Quando bebê, o mamute viveu principalmente na bacia do rio Yukon. Durante a juventude, o animal se mudou para as planícies do interior do Alasca, provavelmente viajando com um rebanho, onde permaneceu até os 15 anos de idade. O alcance do mamute aumentou quando atingiu a maturidade sexual aos 15 anos e deixou o rebanho, assim como os elefantes machos jovens também fazem, de acordo com o estudo.

E então, durante seus últimos dois anos de vida, o mamute ficou em altitudes mais elevadas, no extremo oeste da cordilheira Brooks, no Alasca. Um pico nos isótopos de nitrogênio antes da morte do animal indicava um período de fome, talvez por causa de um inverno excepcionalmente rigoroso, relataram os pesquisadores.
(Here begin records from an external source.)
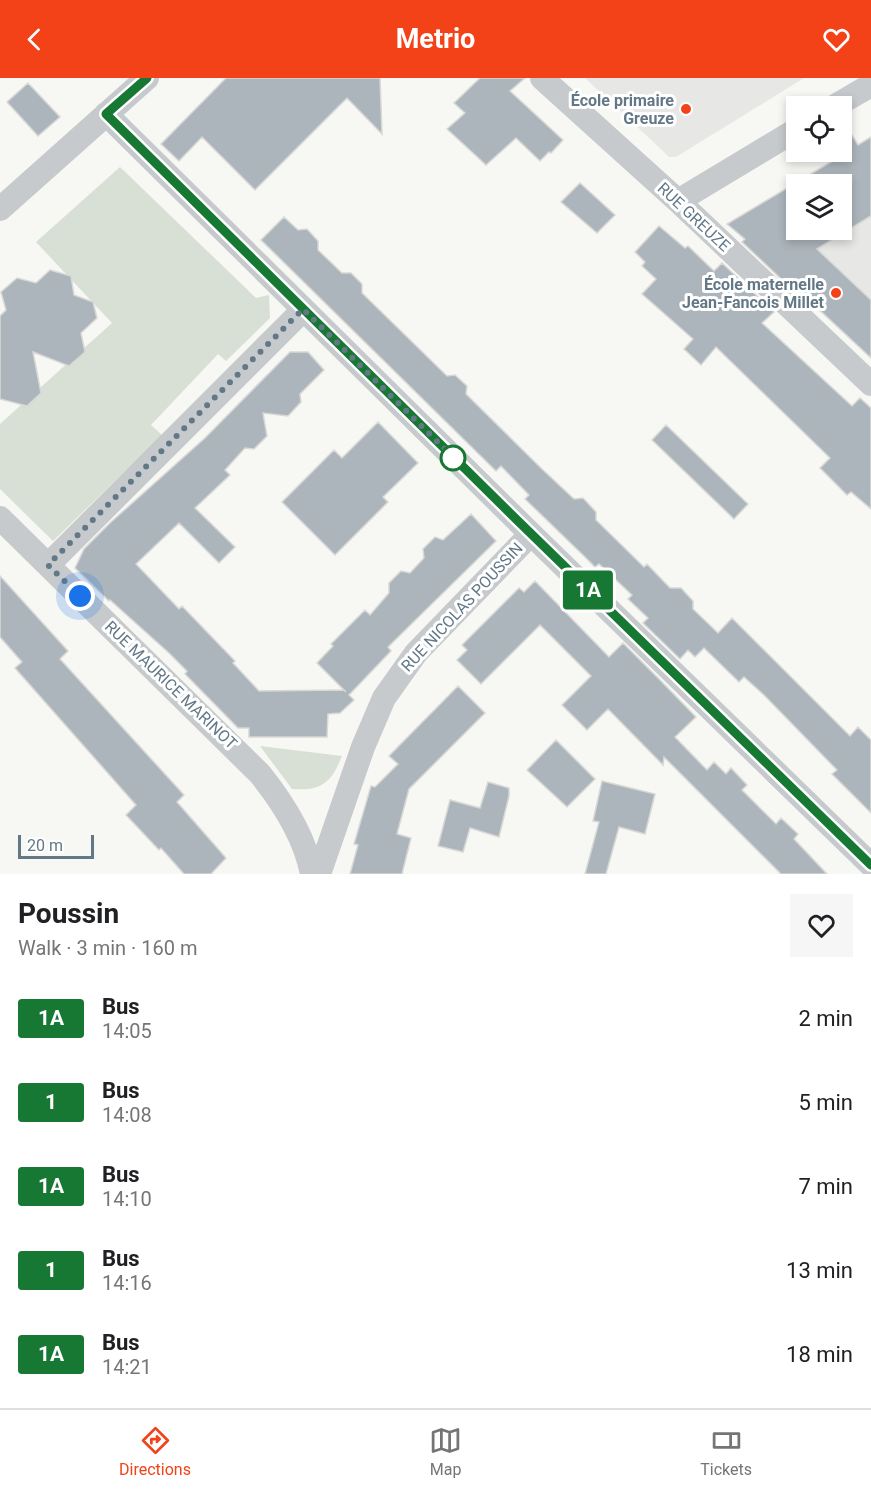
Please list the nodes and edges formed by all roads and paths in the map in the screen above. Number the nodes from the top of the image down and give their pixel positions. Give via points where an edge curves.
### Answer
1 (147, 78) edge
2 (542, 78) edge
3 (871, 85) edge
4 (852, 96) edge
5 (106, 114) junction
6 (786, 136) edge
7 (678, 201) junction
8 (0, 209) edge
9 (303, 309) junction
10 (871, 384) edge
11 (0, 518) edge
12 (531, 534) junction
13 (48, 565) junction
14 (871, 865) edge
15 (312, 874) edge
16 (319, 874) edge

1 - 5 street
2 - 7 street, RUE GREUZE
3 - 4 street
5 - 8 street
5 - 9 street
6 - 7 street
7 - 10 street, RUE GREUZE
9 - 12 street
9 - 13 street
11 - 13 street, RUE MAURICE MARINOT
12 - 14 street
12 - 16 street, RUE NICOLAS POUSSIN via 416,653 384,698
13 - 15 street, RUE MAURICE MARINOT via 260,774 297,830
“Até este ponto, não tínhamos esse nível de detalhe sobre os padrões de movimento dos mamutes”, disse Wooller. “Estudos futuros de outras presas de mamute podem fornecer ainda mais detalhes sobre suas viagens, incluindo como seu comportamento de migração pode ter mudado conforme a última era glacial diminuiu e o clima da Terra se tornou mais úmido e quente. Um desafio que grandes animais no Alasca estão enfrentando agora”, acrescentou.

“A megafauna que vive no Ártico atualmente está enfrentando mudanças climáticas muito substanciais e significativas”, disse o cientista. “Acho que isso mostra as preocupações de como todos esses animais vão adaptar seu comportamento em resposta às mudanças sem precedentes que estamos vendo no Ártico hoje.”

As descobertas foram publicadas em 12 de agosto na revista “Science“.